- _The task_
Answer with a bare number: the count of lines in the records below that have the word "Instruction".

- _Records to process_

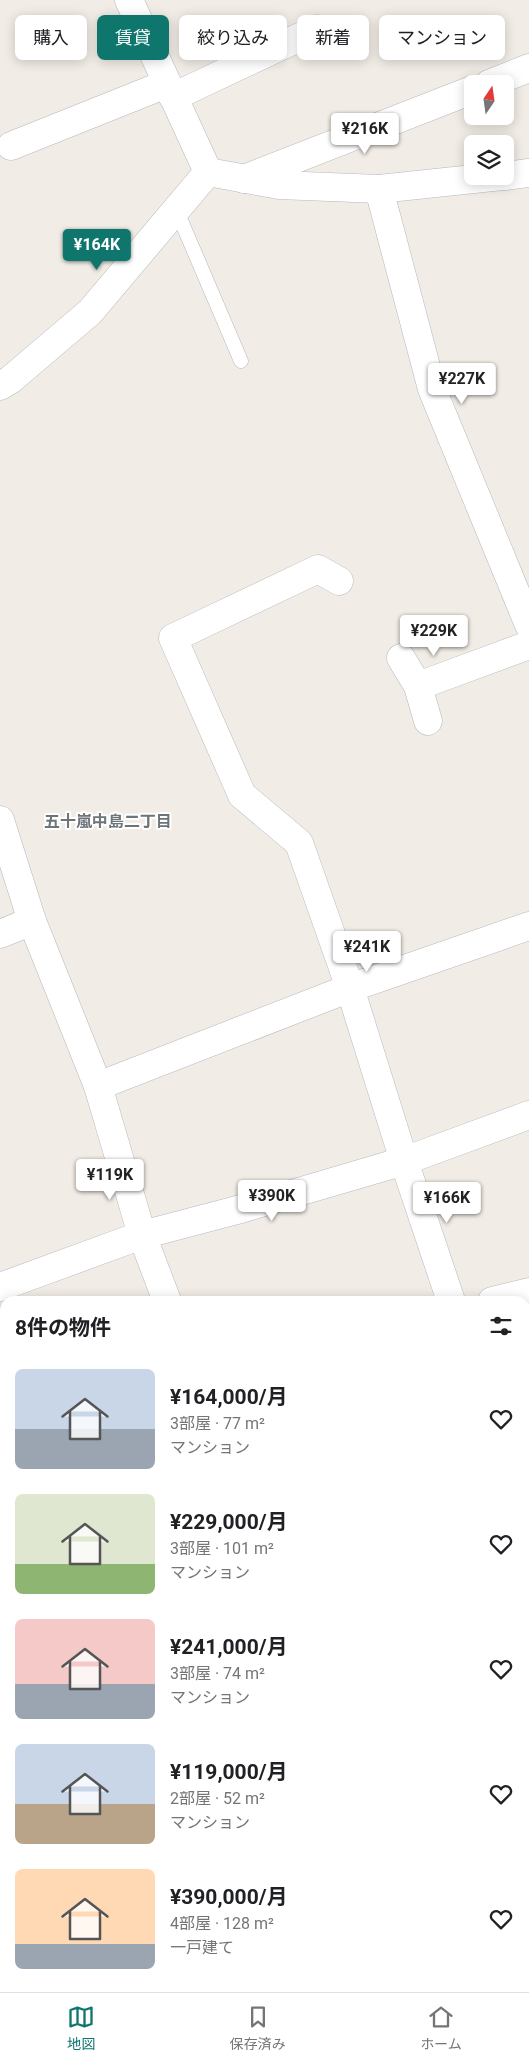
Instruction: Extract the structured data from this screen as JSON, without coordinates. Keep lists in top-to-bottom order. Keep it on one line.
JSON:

==

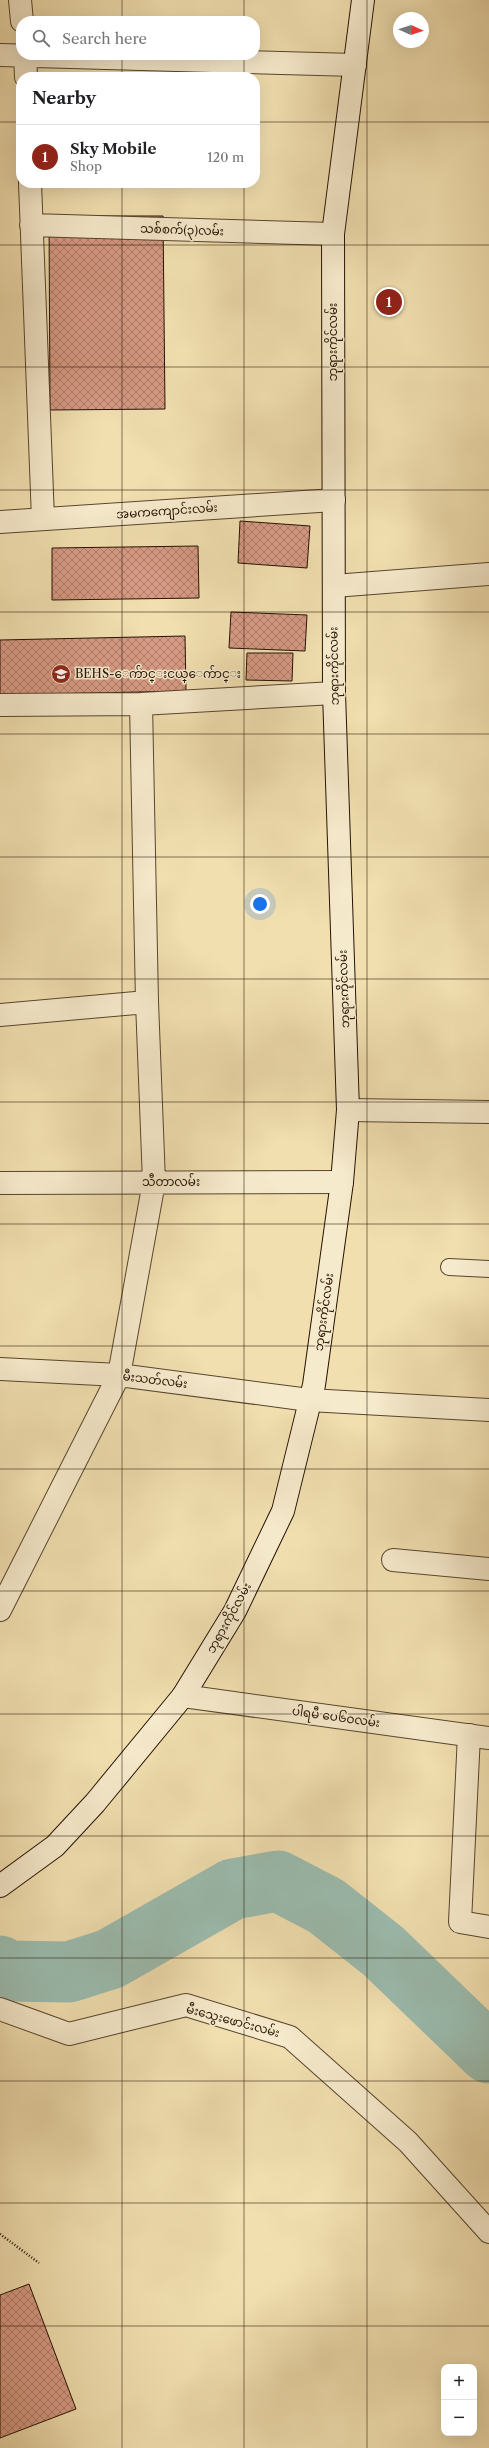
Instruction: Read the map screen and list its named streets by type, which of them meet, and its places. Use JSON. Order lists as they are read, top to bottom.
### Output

- _Solution_
2